Taking photos of famous buildings and artwork doesn't just lead to bad photos. It may make you less likely to remember your vacation, according to Linda Henkel, a psychologist at Fairfield University. Henkel studied museum patrons who were instructed to either photograph or observe items in a museum. She found that participants were better at recalling the details of the items they observed than the items they photographed. 

Does this mean that, if your goal is to make memories on family vacation, you should stop taking photos? Henkel says no. Participants who were asked to focus on a specific part of an artwork--who had to zoom in or focus or otherwise consciously change the way they were taking photos--did not experience a recall difference. Henkel's work suggests that if you are taking time to compose your shot and focus less on capturing the "whole picture" and instead some interesting detail, you'll have both a more interesting memento--a good photograph--and a better memory for the event. 

So don't take a picture of the big items on your itinerary. Instead of the Grand Canyon, take a picture of a person taking a picture of a person taking pictures of the Grand Canyon. Instead of the ubiquitous holding-up-the-Tower-of_Pisa photo, take a picture of the photobombers. That focus on specific details may produce a more interesting shot, and, if Henkel's results are correct, will help you better remember your vacation. 

If you must take pictures of every famous landmark on your route, consider leaving the people out of it and opting for a more creative element. Pose the beloved stuffed animal your child insisted on bringing to each new stop. Pose the coffee cups you've been holding each morning. It doesn't really matter what the object is, as long as it helps you tell the story of your trip. 

Before you go: practice with a water bottle

Before you hop in the car or board a plane, take a little time to practice with your camera, whether it's your phone or a fancy DSLR. A water bottle is a great choice for practicing the above tips. Unlike a human subject, it won't move. It reflects light. It's easily transportable. It won't start to look uncomfortable if you take too long setting up your shot.

Practice each of the tips with your water bottle until you feel comfortable. For example, put the bottle on a table and take a picture from your chest height. Then get on the floor and take the photo from the water bottle's height. Notice the difference? Now move the bottle near a window and practice taking pictures from every angle. What happens when you shoot right into the window? What happens when you shoot perpendicular to it? 

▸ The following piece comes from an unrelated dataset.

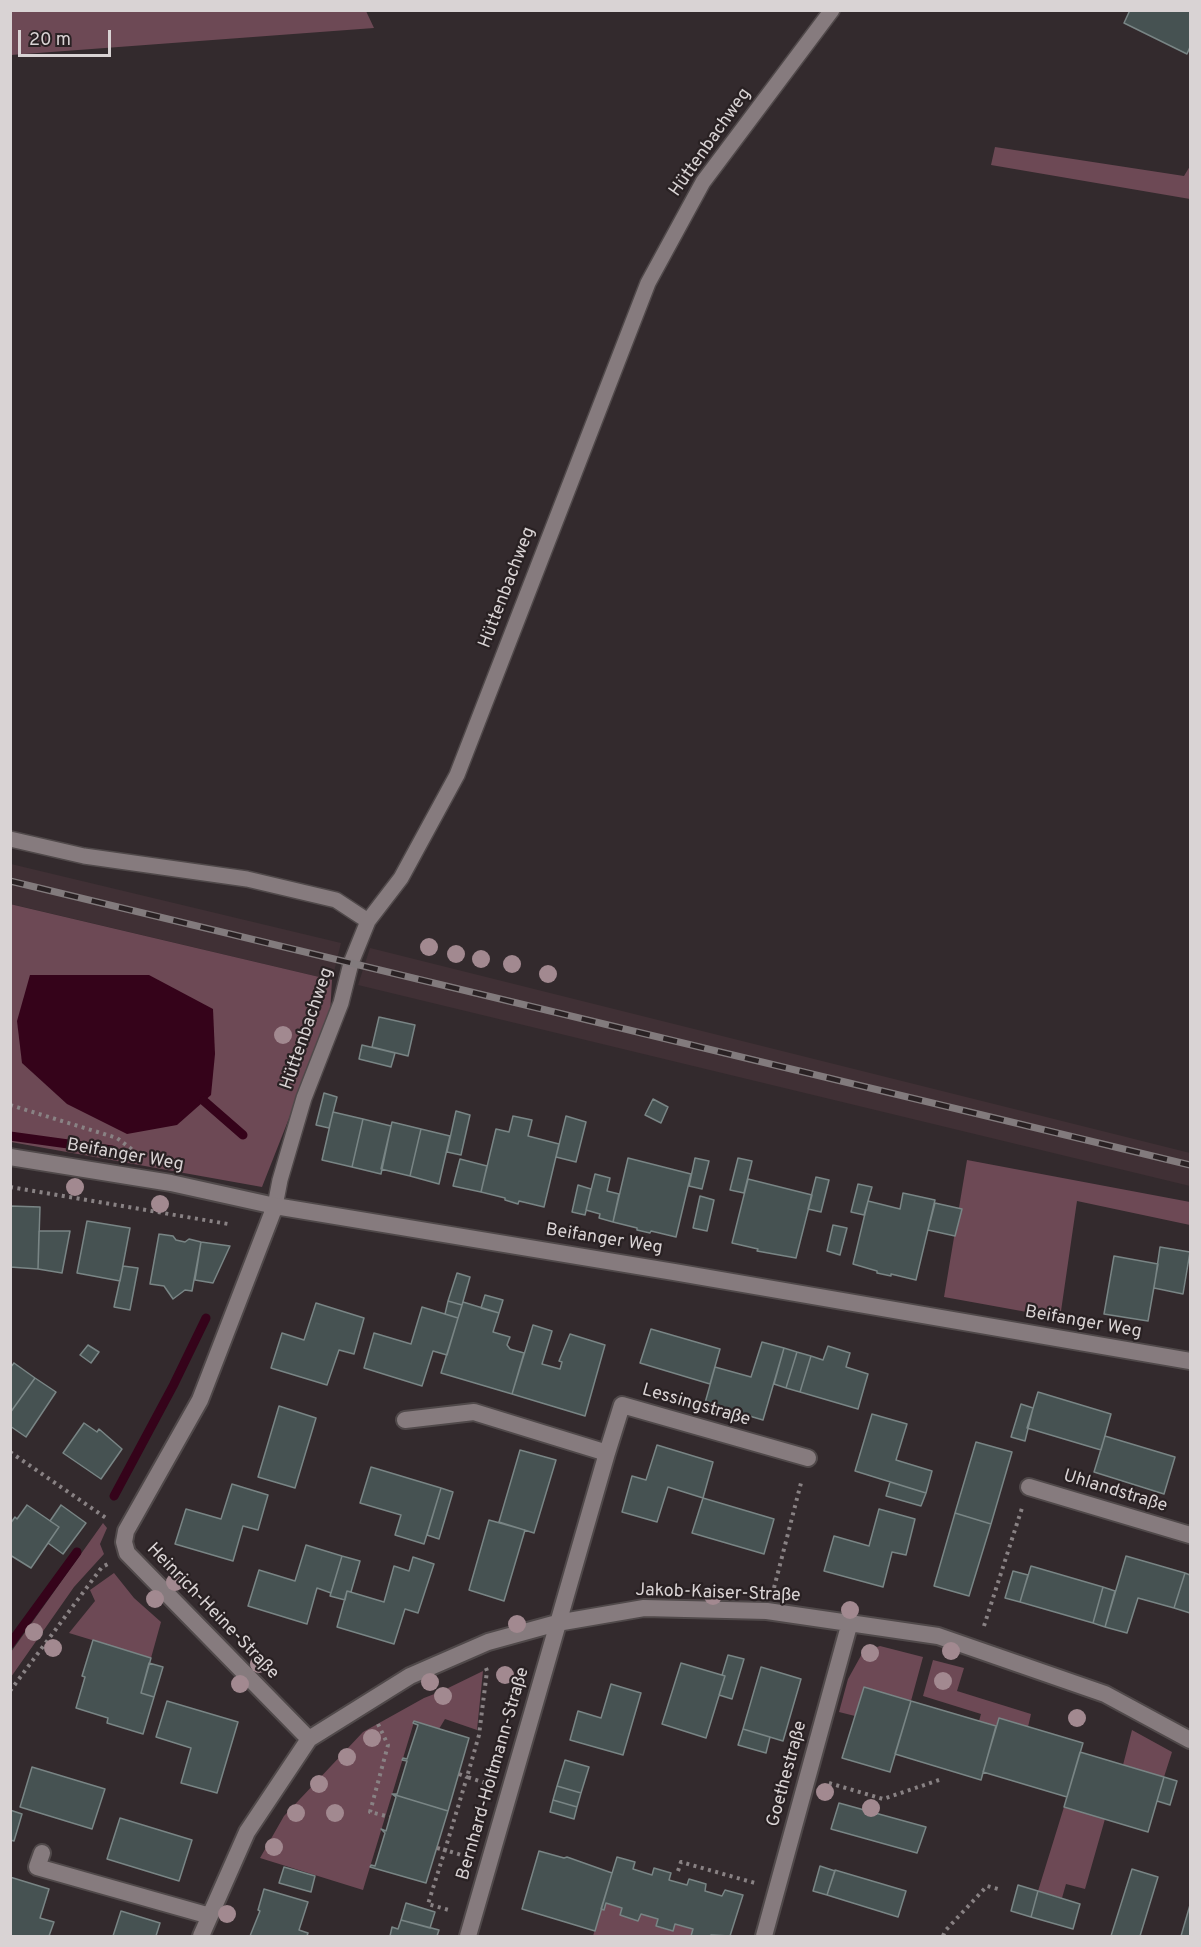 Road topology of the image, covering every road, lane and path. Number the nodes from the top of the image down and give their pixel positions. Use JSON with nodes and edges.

Once you return: delete, delete, delete

Even before you left for vacation, you probably suffered from the same storage problem most parents have: 

After vacation, it's worth spending the time to curate your trip. Be brutal. Aim for one photo per landmark per person, with allowances for any truly interesting series of shots. Deleting all but the best photos will leave you with memories that you can easily turn to when you need a virtual vacation.